Même son de cloche pour Patricia Raïka, activiste syrienne de 23 ans issue de la province de Raqqa, la seule complètement indépendante du pays, qui relate comment « tous les jours, il y a des manifestations de femmes contre les islamistes pour leur dire : vous ne nous imposerez pas le voile ! Une femme, qui manifestait tous les jours contre le régime de Bachar Al-Assad, mène désormais un sit-in quotidien devant le Comité des Affaires religieuses. Elle se dresse face aux islamistes avec chaque jour, un slogan différent sur sa pancarte »

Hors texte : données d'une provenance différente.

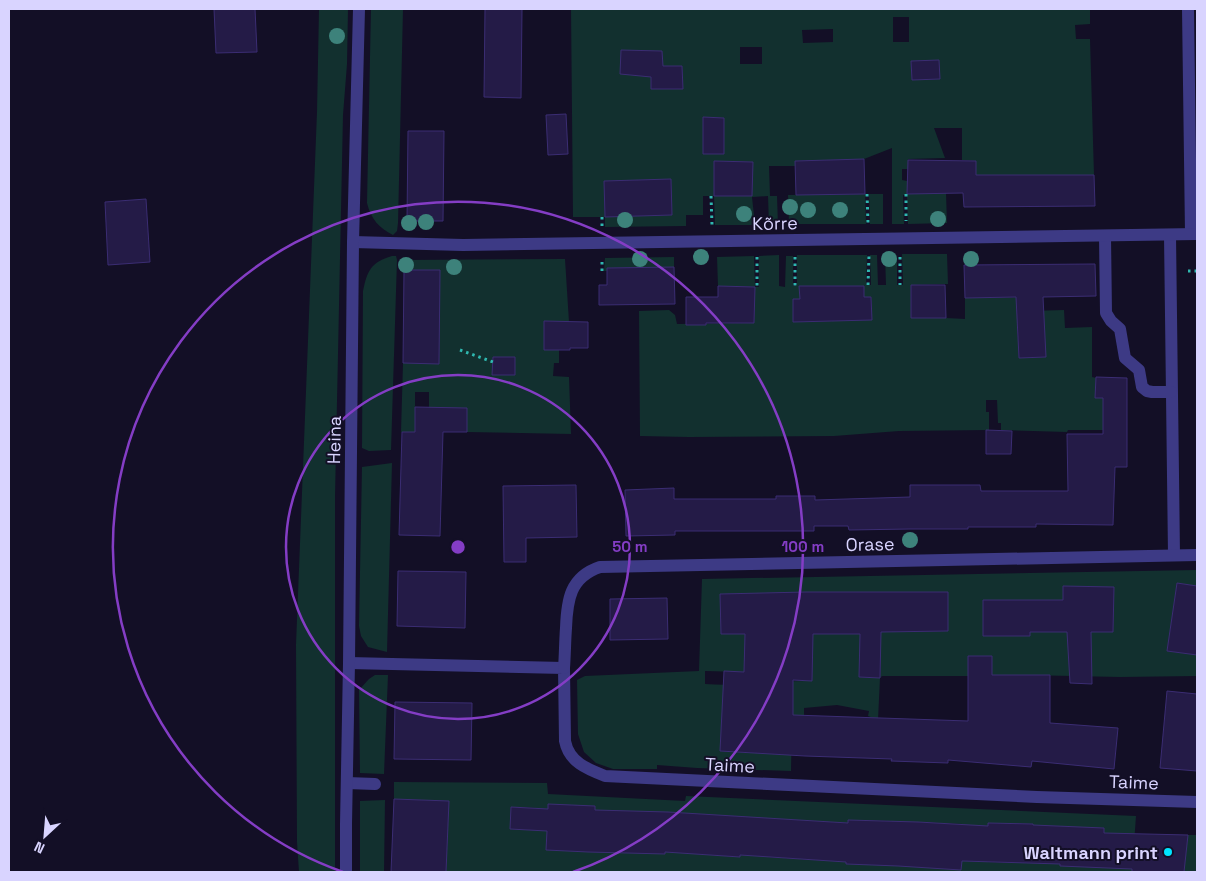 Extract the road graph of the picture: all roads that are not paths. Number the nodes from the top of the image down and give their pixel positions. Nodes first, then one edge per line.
1 (358, 9) edge
2 (1188, 9) edge
3 (1194, 234) edge
4 (1170, 235) junction
5 (1105, 236) junction
6 (353, 242) junction
7 (1171, 392) junction
8 (1174, 555) junction
9 (1197, 555) edge
10 (350, 663) junction
11 (564, 668) junction
12 (347, 783) junction
13 (375, 784) dead end
14 (1197, 802) edge
15 (346, 872) edge

1 - 6 street, Heina
2 - 3 street
3 - 4 street, Kõrre
4 - 5 street, Kõrre
4 - 7 street
5 - 6 street, Kõrre
5 - 7 street
6 - 10 street, Heina
7 - 8 street
8 - 9 street, Orase
8 - 11 street, Orase
10 - 11 street
10 - 12 street, Heina
11 - 14 street, Taime
12 - 13 street
12 - 15 street, Heina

Pour permettre l’intégration des femmes dans la phase transitoire du conflit (tout est encore question de conditionnel), la France, par la voix de Najat Vallaud-Belkacem, s’est engagée à former 50 Syriennes dans le domaine politique via un programme d’échange de plusieurs semaines. S’il elle s’est également dite prête à fournir l’aide économique nécessaire aux besoins urgents de la Syrie, la France a néanmoins expliqué que restait à convaincre le reste de la communauté internationale. Aucune annonce n’a donc été faite sur le possible versement de fonds pour venir en aide à ces associations locales.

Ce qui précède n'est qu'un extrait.